In clustering, you calculate the similarity between two examples by combining all the feature data for those examples into a numeric value. This requires the features to have the same scale, which can be accomplished by normalizing, transforming, or creating quantiles. If you want to transform your data without inspecting its distribution, you can default to quantiles.
Normalizing data
You can transform data for multiple features to the same scale by normalizing the data.
Z-scores
Whenever you see a dataset roughly shaped like a Gaussian distribution, you should calculate z-scores for the data. Z-scores are the number of standard deviations a value is from the mean. You can also use z-scores when the dataset isn't large enough for quantiles.
See Z-score scaling to review the steps.
Here is a visualization of two features of a dataset before and after z-score scaling:
In the unnormalized dataset on the left, Feature 1 and Feature 2, respectively graphed on the x and y axes, don't have the same scale. On the left, the red example appears closer, or more similar, to blue than to yellow. On the right, after z-score scaling, Feature 1 and Feature 2 have the same scale, and the red example appears closer to the yellow example. The normalized dataset gives a more accurate measure of similarity between points.
Log transforms
When a dataset perfectly conforms to a power law distribution, where data is heavily clumped at the lowest values, use a log transform. See Log scaling to review the steps.

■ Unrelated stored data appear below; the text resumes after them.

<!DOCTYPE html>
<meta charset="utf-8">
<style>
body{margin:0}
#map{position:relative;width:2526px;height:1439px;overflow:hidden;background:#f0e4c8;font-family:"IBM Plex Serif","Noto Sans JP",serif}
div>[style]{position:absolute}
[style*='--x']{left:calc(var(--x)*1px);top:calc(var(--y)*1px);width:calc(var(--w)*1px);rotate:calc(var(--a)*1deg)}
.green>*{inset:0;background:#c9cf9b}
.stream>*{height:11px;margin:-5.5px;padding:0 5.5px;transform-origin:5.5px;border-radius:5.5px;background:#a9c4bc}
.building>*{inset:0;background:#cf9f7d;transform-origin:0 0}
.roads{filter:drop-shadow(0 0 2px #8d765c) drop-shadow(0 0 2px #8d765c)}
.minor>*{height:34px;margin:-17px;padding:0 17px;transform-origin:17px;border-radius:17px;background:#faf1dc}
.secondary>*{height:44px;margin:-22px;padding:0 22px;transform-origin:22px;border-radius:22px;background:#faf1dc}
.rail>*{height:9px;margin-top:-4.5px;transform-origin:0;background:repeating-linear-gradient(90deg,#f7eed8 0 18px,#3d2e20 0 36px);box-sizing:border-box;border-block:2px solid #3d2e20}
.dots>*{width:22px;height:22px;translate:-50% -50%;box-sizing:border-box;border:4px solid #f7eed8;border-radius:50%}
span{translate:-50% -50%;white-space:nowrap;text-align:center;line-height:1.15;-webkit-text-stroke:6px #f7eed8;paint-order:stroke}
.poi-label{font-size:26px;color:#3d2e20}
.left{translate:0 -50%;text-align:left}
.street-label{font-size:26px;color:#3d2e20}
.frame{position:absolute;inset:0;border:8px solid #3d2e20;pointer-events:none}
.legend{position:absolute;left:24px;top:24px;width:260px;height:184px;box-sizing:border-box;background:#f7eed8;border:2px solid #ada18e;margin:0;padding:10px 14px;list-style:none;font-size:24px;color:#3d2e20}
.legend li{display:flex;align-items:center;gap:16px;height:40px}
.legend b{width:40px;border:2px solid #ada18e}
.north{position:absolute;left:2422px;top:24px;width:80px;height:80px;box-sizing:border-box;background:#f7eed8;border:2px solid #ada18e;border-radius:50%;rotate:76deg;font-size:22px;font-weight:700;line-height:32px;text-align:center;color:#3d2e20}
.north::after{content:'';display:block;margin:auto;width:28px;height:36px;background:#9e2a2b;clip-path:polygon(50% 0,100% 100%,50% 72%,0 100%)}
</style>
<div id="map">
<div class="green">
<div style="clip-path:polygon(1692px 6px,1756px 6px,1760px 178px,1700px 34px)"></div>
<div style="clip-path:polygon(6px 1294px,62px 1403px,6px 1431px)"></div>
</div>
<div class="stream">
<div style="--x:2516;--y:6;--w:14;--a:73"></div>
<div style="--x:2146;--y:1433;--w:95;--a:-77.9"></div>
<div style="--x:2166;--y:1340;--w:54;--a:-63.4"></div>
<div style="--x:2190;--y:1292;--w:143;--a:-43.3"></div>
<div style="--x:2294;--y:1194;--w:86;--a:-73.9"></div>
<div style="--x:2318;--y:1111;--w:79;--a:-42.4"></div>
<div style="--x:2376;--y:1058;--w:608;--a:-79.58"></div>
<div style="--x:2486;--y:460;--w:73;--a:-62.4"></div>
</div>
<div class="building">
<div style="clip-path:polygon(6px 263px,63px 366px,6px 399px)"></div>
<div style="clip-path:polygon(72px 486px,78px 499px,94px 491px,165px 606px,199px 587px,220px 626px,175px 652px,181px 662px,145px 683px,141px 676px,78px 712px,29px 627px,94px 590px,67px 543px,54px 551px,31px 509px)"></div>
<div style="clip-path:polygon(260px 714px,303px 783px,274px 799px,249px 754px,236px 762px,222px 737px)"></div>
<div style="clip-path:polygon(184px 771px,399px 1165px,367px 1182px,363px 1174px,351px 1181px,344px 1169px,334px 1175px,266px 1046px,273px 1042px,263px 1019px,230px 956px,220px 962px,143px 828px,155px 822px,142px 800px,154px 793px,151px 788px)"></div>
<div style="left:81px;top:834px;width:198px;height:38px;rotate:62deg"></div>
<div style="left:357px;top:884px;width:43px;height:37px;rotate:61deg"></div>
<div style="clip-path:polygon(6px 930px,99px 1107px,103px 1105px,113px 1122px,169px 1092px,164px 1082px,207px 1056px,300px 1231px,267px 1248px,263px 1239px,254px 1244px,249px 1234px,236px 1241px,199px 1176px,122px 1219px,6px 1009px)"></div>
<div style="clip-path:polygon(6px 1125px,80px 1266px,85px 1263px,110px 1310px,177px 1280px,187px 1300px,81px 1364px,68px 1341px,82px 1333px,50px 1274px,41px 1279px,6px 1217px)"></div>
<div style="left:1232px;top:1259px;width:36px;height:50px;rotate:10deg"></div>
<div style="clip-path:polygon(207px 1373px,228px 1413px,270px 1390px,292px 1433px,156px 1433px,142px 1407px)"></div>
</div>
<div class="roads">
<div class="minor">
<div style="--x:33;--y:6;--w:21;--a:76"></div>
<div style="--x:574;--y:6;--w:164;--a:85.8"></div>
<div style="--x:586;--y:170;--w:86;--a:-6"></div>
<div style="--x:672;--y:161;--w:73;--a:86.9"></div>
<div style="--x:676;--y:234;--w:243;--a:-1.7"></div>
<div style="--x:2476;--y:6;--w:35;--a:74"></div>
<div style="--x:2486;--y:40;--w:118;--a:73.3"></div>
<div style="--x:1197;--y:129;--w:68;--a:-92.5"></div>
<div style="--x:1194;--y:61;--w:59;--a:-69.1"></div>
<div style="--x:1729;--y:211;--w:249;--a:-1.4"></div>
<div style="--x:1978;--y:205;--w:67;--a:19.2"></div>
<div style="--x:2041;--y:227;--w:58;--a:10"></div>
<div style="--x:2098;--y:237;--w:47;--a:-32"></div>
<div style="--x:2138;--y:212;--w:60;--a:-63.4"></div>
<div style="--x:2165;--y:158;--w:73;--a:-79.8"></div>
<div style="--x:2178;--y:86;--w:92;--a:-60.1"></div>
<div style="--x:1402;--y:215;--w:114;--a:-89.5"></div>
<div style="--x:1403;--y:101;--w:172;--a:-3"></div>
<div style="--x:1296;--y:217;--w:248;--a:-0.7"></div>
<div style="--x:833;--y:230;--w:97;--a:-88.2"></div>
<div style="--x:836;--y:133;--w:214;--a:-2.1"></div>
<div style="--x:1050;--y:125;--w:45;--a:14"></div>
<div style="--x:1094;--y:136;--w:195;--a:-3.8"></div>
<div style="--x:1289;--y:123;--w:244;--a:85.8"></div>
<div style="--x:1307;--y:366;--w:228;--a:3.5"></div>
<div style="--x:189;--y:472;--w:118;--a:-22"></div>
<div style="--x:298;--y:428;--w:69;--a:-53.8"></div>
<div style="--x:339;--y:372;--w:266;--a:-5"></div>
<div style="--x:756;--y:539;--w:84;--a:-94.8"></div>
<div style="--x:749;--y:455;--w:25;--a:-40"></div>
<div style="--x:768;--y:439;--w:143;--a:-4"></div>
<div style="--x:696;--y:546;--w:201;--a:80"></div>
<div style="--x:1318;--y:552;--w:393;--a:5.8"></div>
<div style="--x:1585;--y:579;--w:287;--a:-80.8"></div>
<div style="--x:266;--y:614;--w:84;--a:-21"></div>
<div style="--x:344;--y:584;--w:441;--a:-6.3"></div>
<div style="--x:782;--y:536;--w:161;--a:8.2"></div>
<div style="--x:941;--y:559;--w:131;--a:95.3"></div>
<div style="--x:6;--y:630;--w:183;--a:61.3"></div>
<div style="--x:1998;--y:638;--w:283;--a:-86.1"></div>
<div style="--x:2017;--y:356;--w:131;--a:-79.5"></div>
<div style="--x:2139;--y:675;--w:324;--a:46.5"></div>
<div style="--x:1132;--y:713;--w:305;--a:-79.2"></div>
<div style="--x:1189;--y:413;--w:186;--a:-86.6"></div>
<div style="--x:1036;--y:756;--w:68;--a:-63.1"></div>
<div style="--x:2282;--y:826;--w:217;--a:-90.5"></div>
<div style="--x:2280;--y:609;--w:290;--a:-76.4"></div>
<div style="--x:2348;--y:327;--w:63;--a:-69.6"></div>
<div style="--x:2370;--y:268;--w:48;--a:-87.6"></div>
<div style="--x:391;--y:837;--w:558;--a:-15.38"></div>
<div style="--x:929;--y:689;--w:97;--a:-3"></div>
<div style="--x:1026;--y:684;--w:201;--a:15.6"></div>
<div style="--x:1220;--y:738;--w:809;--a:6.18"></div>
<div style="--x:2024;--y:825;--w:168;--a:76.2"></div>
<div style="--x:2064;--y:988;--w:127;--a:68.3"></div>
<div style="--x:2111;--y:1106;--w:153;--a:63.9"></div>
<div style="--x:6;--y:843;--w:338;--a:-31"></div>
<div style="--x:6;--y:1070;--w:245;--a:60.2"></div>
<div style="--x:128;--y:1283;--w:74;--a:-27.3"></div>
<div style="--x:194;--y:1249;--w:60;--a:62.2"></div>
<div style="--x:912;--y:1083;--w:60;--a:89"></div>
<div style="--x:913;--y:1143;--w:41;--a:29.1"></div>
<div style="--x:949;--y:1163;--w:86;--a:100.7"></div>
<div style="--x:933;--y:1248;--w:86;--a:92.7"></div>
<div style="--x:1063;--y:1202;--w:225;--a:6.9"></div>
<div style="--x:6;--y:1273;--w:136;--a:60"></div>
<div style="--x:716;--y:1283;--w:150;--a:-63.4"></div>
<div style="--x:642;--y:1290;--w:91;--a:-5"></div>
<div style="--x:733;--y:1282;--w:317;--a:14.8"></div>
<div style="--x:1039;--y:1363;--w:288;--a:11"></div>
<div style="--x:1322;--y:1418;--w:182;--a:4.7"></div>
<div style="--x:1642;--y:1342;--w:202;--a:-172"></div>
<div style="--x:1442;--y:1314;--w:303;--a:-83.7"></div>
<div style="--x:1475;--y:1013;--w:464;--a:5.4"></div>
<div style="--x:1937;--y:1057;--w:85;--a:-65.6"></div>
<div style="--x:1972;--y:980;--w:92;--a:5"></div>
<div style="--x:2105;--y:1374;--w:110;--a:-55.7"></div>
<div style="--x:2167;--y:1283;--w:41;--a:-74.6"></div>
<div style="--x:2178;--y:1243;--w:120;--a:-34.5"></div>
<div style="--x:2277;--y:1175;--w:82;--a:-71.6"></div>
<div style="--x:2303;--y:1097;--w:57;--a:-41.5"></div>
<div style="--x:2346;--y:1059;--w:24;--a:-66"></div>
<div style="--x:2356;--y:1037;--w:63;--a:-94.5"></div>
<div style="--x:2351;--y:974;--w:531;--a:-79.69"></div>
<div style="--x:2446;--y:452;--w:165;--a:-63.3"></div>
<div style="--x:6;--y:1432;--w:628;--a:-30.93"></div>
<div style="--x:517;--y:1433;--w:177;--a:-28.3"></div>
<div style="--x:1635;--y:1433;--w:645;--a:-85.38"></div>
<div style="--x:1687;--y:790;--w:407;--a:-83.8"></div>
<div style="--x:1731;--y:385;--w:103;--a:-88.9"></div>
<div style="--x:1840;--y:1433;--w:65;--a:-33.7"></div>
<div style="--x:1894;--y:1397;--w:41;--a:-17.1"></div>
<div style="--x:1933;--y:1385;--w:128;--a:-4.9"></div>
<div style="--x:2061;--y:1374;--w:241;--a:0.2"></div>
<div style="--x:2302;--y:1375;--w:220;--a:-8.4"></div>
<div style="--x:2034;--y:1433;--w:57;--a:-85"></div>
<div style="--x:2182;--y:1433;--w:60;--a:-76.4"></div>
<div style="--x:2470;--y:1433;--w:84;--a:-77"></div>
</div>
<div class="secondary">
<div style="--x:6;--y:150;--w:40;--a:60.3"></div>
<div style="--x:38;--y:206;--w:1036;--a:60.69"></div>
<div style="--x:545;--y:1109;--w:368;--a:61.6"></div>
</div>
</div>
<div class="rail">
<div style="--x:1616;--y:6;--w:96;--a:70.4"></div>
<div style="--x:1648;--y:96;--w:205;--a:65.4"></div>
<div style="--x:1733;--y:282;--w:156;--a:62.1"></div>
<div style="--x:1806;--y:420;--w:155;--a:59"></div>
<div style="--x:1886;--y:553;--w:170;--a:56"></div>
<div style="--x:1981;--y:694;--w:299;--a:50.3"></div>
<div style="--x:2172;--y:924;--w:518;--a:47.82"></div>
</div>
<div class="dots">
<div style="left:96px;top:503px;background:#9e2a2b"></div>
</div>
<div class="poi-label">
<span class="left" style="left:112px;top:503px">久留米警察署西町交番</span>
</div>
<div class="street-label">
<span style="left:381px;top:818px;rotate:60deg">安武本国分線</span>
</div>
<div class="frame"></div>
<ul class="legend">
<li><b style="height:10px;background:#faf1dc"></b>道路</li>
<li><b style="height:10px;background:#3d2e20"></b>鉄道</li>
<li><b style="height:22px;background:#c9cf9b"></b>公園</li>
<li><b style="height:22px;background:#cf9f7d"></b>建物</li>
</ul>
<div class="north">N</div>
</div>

Here is a visualization of a power-law dataset before and after a log transform:
Before log scaling (Figure 2), the red example appears more similar to yellow. After log scaling (Figure 3), red appears more similar to blue.
Quantiles
Binning the data into quantiles works well when the dataset does not conform to a known distribution. Take this dataset, for example:
Intuitively, two examples are more similar if only a few examples fall between them, irrespective of their values, and more dissimilar if many examples fall between them. The visualization above makes it difficult to see the total number of examples that fall between red and yellow, or between red and blue.
This understanding of similarity can be brought out by dividing the dataset into quantiles, or intervals that each contain equal numbers of examples, and assigning the quantile index to each example. See Quantile bucketing to review the steps.

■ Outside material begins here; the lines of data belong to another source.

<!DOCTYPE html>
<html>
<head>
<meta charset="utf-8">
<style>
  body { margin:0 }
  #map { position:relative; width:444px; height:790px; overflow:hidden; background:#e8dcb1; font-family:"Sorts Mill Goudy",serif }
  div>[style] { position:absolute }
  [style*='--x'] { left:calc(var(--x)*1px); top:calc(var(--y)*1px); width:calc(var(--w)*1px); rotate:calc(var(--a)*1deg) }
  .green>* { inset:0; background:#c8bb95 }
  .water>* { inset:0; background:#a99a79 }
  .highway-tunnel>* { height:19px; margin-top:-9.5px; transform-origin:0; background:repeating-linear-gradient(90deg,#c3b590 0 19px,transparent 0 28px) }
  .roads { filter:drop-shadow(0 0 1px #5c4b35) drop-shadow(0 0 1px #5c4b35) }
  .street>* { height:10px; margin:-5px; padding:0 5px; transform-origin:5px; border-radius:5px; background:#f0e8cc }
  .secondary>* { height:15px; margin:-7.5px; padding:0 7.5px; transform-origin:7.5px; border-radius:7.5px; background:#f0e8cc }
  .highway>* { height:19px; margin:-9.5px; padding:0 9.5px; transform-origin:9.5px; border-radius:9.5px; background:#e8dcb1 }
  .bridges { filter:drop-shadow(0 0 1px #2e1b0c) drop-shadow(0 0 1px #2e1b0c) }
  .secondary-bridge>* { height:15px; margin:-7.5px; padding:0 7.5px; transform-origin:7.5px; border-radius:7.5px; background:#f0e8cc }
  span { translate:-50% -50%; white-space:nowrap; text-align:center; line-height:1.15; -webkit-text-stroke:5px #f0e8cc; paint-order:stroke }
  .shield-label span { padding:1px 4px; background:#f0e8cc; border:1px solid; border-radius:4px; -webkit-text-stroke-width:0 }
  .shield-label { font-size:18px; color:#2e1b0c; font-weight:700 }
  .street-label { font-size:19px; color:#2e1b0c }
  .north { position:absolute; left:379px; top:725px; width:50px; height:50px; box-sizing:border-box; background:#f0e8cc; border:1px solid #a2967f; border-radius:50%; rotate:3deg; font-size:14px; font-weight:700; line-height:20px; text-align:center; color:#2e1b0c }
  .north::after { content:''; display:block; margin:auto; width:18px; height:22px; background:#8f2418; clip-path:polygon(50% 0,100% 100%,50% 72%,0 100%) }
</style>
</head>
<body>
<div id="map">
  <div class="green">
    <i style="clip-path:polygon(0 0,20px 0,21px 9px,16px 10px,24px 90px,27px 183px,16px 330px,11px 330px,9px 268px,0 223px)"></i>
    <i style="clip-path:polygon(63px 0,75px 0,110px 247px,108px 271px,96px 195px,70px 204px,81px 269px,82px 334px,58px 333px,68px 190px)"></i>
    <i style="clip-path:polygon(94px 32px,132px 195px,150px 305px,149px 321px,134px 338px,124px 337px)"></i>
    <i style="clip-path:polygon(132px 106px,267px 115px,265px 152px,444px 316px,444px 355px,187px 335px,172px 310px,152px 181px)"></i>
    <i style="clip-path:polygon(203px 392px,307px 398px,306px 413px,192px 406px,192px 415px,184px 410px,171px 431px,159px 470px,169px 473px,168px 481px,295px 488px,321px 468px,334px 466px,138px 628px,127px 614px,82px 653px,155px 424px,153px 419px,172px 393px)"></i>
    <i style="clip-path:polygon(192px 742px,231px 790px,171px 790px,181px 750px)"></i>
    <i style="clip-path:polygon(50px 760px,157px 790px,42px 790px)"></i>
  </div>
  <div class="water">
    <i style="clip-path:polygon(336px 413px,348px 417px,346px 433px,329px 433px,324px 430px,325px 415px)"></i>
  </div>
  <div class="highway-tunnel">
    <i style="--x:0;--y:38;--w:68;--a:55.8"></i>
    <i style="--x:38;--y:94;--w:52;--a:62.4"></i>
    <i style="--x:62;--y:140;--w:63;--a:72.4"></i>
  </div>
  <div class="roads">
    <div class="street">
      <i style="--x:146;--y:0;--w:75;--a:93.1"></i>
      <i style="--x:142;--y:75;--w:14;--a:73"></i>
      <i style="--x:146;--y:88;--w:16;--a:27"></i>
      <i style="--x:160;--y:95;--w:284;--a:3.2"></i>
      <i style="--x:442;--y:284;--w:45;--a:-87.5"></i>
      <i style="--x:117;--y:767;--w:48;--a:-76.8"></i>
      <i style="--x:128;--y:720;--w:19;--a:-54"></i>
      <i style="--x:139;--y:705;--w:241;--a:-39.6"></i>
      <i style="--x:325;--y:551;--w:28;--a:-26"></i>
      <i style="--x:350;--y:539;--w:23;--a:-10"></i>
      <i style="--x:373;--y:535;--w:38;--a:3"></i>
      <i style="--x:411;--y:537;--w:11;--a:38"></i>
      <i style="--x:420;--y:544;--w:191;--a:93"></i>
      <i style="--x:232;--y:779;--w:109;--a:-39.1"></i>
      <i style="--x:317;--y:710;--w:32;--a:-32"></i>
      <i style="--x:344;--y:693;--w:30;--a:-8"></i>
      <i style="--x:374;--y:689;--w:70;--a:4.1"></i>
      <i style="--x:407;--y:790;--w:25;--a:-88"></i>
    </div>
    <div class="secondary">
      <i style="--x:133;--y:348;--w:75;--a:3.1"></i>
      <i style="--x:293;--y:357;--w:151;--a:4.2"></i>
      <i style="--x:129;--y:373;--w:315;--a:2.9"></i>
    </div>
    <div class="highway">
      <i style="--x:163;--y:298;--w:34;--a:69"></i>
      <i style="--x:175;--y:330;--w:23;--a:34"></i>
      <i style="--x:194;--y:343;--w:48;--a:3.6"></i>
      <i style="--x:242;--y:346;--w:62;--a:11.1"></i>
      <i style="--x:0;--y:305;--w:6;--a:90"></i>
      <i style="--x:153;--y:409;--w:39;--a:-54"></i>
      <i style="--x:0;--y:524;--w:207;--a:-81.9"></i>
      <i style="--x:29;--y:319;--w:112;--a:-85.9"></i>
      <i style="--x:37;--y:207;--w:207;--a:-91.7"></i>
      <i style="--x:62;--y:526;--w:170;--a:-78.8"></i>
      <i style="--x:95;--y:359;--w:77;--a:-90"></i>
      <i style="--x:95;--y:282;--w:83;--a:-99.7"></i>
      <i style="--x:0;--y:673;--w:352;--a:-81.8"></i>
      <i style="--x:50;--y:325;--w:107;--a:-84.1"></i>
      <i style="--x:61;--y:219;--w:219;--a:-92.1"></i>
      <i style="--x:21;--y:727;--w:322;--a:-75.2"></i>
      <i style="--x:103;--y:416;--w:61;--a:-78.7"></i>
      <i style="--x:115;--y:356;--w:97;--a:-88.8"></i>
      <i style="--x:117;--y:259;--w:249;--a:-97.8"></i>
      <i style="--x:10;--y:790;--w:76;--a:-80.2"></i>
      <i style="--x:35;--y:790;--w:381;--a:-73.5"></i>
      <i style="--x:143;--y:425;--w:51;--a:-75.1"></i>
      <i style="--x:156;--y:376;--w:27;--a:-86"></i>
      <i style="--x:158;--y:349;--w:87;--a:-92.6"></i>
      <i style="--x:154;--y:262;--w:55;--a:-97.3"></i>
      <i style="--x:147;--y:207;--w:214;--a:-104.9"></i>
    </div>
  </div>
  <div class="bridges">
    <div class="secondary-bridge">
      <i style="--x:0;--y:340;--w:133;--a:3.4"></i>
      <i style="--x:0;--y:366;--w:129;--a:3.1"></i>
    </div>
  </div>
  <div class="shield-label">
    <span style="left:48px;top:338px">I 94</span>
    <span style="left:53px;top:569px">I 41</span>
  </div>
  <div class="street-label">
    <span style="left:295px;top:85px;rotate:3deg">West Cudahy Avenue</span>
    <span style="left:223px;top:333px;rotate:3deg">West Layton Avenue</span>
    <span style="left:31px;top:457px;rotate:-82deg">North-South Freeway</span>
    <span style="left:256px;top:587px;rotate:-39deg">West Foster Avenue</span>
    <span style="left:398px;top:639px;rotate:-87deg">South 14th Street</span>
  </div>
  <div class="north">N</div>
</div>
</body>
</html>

Here is the previous distribution divided into quantiles, showing that red is one quantile away from yellow and three quantiles away from blue:
You can choose any number \(n\) of quantiles. However, for the quantiles to meaningfully represent the underlying data, your dataset should have at least \(10n\) examples. If you don't have enough data, normalize instead.
Check your understanding
For the following questions, assume you have enough data to create quantiles.
Question one
- The data distribution is Gaussian.
- You have some insight into what the data represents in the real that suggests the data shouldn't be transformed nonlinearly.
Question two
Missing data
If your dataset has examples with missing values for a certain feature, but those examples occur rarely, you can remove these examples. If those examples occur frequently, you can either remove that feature altogether, or you can predict the missing values from other examples using a machine learning model. For example, you can impute missing numerical data by using a regression model trained on existing feature data.